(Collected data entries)
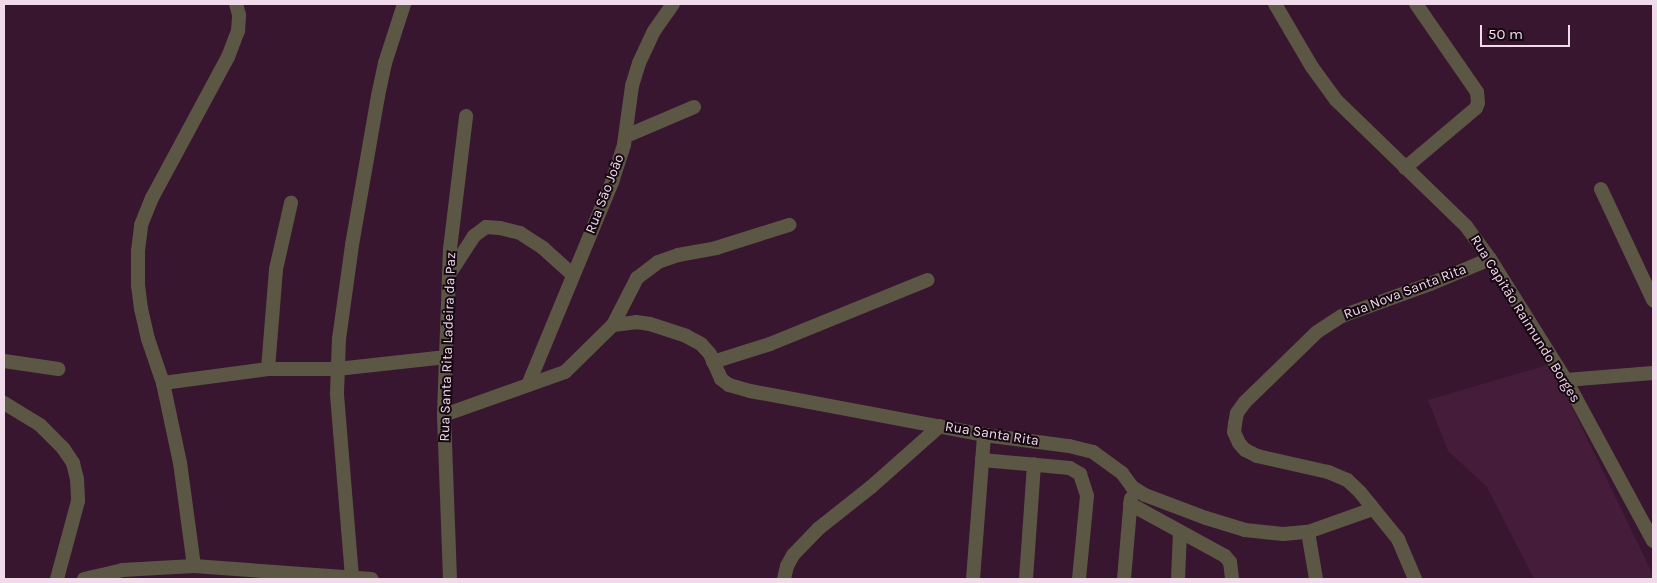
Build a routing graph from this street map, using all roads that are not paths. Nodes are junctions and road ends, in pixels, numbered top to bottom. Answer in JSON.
{"nodes":[{"id":1,"x":236,"y":4,"type":"edge"},
{"id":2,"x":404,"y":4,"type":"edge"},
{"id":3,"x":674,"y":4,"type":"edge"},
{"id":4,"x":1275,"y":4,"type":"edge"},
{"id":5,"x":1416,"y":4,"type":"edge"},
{"id":6,"x":694,"y":107,"type":"dead end"},
{"id":7,"x":466,"y":116,"type":"dead end"},
{"id":8,"x":626,"y":136,"type":"junction"},
{"id":9,"x":1405,"y":168,"type":"junction"},
{"id":10,"x":1601,"y":189,"type":"dead end"},
{"id":11,"x":291,"y":203,"type":"dead end"},
{"id":12,"x":789,"y":224,"type":"dead end"},
{"id":13,"x":1490,"y":259,"type":"junction"},
{"id":14,"x":449,"y":275,"type":"junction"},
{"id":15,"x":573,"y":275,"type":"junction"},
{"id":16,"x":928,"y":280,"type":"dead end"},
{"id":17,"x":1653,"y":300,"type":"edge"},
{"id":18,"x":613,"y":325,"type":"junction"},
{"id":19,"x":446,"y":357,"type":"junction"},
{"id":20,"x":4,"y":361,"type":"edge"},
{"id":21,"x":713,"y":362,"type":"junction"},
{"id":22,"x":58,"y":369,"type":"dead end"},
{"id":23,"x":268,"y":369,"type":"junction"},
{"id":24,"x":337,"y":369,"type":"junction"},
{"id":25,"x":1653,"y":373,"type":"edge"},
{"id":26,"x":1566,"y":380,"type":"junction"},
{"id":27,"x":163,"y":383,"type":"junction"},
{"id":28,"x":528,"y":385,"type":"junction"},
{"id":29,"x":4,"y":403,"type":"edge"},
{"id":30,"x":444,"y":414,"type":"junction"},
{"id":31,"x":940,"y":426,"type":"junction"},
{"id":32,"x":984,"y":435,"type":"junction"},
{"id":33,"x":982,"y":460,"type":"junction"},
{"id":34,"x":1034,"y":464,"type":"junction"},
{"id":35,"x":1132,"y":487,"type":"junction"},
{"id":36,"x":1130,"y":504,"type":"junction"},
{"id":37,"x":1373,"y":509,"type":"junction"},
{"id":38,"x":1180,"y":532,"type":"junction"},
{"id":39,"x":1308,"y":532,"type":"junction"},
{"id":40,"x":1653,"y":541,"type":"edge"},
{"id":41,"x":194,"y":566,"type":"junction"},
{"id":42,"x":352,"y":577,"type":"junction"},
{"id":43,"x":57,"y":579,"type":"edge"},
{"id":44,"x":84,"y":579,"type":"edge"},
{"id":45,"x":372,"y":579,"type":"edge"},
{"id":46,"x":450,"y":579,"type":"edge"},
{"id":47,"x":784,"y":579,"type":"edge"},
{"id":48,"x":973,"y":579,"type":"edge"},
{"id":49,"x":1026,"y":579,"type":"edge"},
{"id":50,"x":1079,"y":579,"type":"edge"},
{"id":51,"x":1124,"y":579,"type":"edge"},
{"id":52,"x":1178,"y":579,"type":"edge"},
{"id":53,"x":1232,"y":579,"type":"edge"},
{"id":54,"x":1316,"y":579,"type":"edge"},
{"id":55,"x":1415,"y":579,"type":"edge"}],
"edges":[{"from":1,"to":27,"type":"street"},
{"from":2,"to":24,"type":"street"},
{"from":3,"to":8,"type":"street","name":"Rua São João"},
{"from":4,"to":9,"type":"street","name":"Rua Capitão Raimundo Borges"},
{"from":5,"to":9,"type":"street"},
{"from":6,"to":8,"type":"street"},
{"from":7,"to":14,"type":"street","name":"Rua Santa Rita Ladeira da Paz"},
{"from":8,"to":15,"type":"street","name":"Rua São João"},
{"from":9,"to":13,"type":"street","name":"Rua Capitão Raimundo Borges"},
{"from":10,"to":17,"type":"street"},
{"from":11,"to":23,"type":"street"},
{"from":12,"to":18,"type":"street"},
{"from":13,"to":26,"type":"street","name":"Rua Capitão Raimundo Borges"},
{"from":13,"to":37,"type":"street","name":"Rua Nova Santa Rita"},
{"from":14,"to":15,"type":"street"},
{"from":14,"to":19,"type":"street","name":"Rua Santa Rita Ladeira da Paz"},
{"from":15,"to":28,"type":"street","name":"Rua São João"},
{"from":16,"to":21,"type":"street"},
{"from":18,"to":21,"type":"street","name":"Rua Santa Rita"},
{"from":18,"to":28,"type":"street"},
{"from":19,"to":24,"type":"street"},
{"from":19,"to":30,"type":"street","name":"Rua Santa Rita Ladeira da Paz"},
{"from":20,"to":22,"type":"street"},
{"from":21,"to":31,"type":"street","name":"Rua Santa Rita"},
{"from":23,"to":24,"type":"street"},
{"from":23,"to":27,"type":"street"},
{"from":24,"to":42,"type":"street"},
{"from":25,"to":26,"type":"street"},
{"from":26,"to":40,"type":"street","name":"Rua Capitão Raimundo Borges"},
{"from":27,"to":41,"type":"street"},
{"from":28,"to":30,"type":"street"},
{"from":29,"to":43,"type":"street"},
{"from":30,"to":46,"type":"street","name":"Rua Santa Rita Ladeira da Paz"},
{"from":31,"to":32,"type":"street","name":"Rua Santa Rita"},
{"from":31,"to":47,"type":"street"},
{"from":32,"to":33,"type":"street"},
{"from":32,"to":35,"type":"street","name":"Rua Santa Rita"},
{"from":33,"to":34,"type":"street"},
{"from":33,"to":48,"type":"street"},
{"from":34,"to":49,"type":"street"},
{"from":34,"to":50,"type":"street"},
{"from":35,"to":36,"type":"street"},
{"from":35,"to":39,"type":"street","name":"Rua Santa Rita"},
{"from":36,"to":38,"type":"street"},
{"from":36,"to":51,"type":"street"},
{"from":37,"to":39,"type":"street","name":"Rua Santa Rita"},
{"from":37,"to":55,"type":"street","name":"Rua Nova Santa Rita"},
{"from":38,"to":52,"type":"street"},
{"from":38,"to":53,"type":"street"},
{"from":39,"to":54,"type":"street"},
{"from":41,"to":42,"type":"street"},
{"from":41,"to":44,"type":"street"},
{"from":42,"to":45,"type":"street"}]}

| What the exercise asks |
Once you have found every line above holding the word "Borges", copy those lines.

| Answer below |
{"from":4,"to":9,"type":"street","name":"Rua Capitão Raimundo Borges"},
{"from":9,"to":13,"type":"street","name":"Rua Capitão Raimundo Borges"},
{"from":13,"to":26,"type":"street","name":"Rua Capitão Raimundo Borges"},
{"from":26,"to":40,"type":"street","name":"Rua Capitão Raimundo Borges"},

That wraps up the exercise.